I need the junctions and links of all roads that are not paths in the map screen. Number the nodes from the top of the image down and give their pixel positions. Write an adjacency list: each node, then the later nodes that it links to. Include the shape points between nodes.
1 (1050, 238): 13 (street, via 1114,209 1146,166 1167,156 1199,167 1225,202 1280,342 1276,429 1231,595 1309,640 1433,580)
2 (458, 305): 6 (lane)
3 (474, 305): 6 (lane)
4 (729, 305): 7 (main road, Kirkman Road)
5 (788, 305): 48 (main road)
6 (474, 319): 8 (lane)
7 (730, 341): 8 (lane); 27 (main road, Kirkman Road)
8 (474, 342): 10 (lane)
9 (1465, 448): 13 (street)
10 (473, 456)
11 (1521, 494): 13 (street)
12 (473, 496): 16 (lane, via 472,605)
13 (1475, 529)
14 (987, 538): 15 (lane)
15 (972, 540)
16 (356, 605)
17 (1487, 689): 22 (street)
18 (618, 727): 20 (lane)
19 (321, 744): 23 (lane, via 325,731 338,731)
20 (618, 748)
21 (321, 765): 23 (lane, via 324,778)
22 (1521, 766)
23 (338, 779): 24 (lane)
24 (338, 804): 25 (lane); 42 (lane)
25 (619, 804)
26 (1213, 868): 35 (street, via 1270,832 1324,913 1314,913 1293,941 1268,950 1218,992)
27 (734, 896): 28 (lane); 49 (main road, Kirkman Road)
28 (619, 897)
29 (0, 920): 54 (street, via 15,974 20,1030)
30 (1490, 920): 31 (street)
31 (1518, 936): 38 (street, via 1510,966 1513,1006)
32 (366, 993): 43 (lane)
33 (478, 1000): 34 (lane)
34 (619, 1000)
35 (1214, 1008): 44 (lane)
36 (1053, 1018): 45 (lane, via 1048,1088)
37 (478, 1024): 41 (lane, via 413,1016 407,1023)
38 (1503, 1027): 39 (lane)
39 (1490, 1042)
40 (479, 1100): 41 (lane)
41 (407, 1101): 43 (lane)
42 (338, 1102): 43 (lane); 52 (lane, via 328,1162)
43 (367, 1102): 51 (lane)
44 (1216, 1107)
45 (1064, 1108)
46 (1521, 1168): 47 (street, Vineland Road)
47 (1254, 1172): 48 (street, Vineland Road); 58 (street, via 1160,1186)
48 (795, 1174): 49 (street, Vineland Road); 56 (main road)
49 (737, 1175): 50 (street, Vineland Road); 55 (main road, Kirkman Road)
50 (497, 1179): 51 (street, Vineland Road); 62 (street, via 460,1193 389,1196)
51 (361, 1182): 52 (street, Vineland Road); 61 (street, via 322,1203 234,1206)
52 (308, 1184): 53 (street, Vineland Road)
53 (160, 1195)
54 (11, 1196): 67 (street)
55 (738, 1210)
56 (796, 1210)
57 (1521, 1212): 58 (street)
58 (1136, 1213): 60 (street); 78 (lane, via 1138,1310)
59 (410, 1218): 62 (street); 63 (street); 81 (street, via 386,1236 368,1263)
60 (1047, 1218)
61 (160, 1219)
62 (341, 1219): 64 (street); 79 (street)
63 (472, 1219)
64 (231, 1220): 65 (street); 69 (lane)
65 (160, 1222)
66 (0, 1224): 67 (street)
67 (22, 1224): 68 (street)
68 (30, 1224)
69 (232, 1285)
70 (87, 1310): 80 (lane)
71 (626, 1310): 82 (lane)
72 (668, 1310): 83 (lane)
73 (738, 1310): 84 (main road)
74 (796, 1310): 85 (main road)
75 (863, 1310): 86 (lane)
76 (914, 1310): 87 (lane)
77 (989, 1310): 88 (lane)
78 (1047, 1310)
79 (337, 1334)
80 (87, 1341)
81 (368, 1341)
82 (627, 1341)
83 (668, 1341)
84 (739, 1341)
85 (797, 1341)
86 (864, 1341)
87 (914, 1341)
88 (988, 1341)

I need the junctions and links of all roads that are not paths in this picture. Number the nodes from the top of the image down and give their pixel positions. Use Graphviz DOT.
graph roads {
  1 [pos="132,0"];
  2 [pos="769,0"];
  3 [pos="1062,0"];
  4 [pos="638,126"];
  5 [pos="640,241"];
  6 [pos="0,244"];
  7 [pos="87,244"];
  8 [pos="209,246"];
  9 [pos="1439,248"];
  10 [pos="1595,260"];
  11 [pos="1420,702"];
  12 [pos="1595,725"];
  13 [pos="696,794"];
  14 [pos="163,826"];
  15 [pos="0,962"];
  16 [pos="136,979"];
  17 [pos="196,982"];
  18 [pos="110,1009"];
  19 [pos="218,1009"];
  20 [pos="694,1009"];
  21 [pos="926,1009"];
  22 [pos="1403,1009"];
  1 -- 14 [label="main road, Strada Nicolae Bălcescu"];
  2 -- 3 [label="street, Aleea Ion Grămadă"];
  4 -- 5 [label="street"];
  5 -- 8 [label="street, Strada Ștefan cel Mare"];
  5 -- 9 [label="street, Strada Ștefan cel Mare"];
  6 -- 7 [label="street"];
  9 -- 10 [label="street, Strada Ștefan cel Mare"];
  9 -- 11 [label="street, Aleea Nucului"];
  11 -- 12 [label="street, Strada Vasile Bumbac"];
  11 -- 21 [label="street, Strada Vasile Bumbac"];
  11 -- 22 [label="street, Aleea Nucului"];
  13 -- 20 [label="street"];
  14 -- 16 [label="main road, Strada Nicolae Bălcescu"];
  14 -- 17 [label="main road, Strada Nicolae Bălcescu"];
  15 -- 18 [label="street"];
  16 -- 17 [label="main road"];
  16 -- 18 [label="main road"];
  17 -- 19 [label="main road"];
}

===

WORK ORDER. Reply with a lone number, the count of lines in the data that include the string "Mare".

OUTPUT BELOW. 3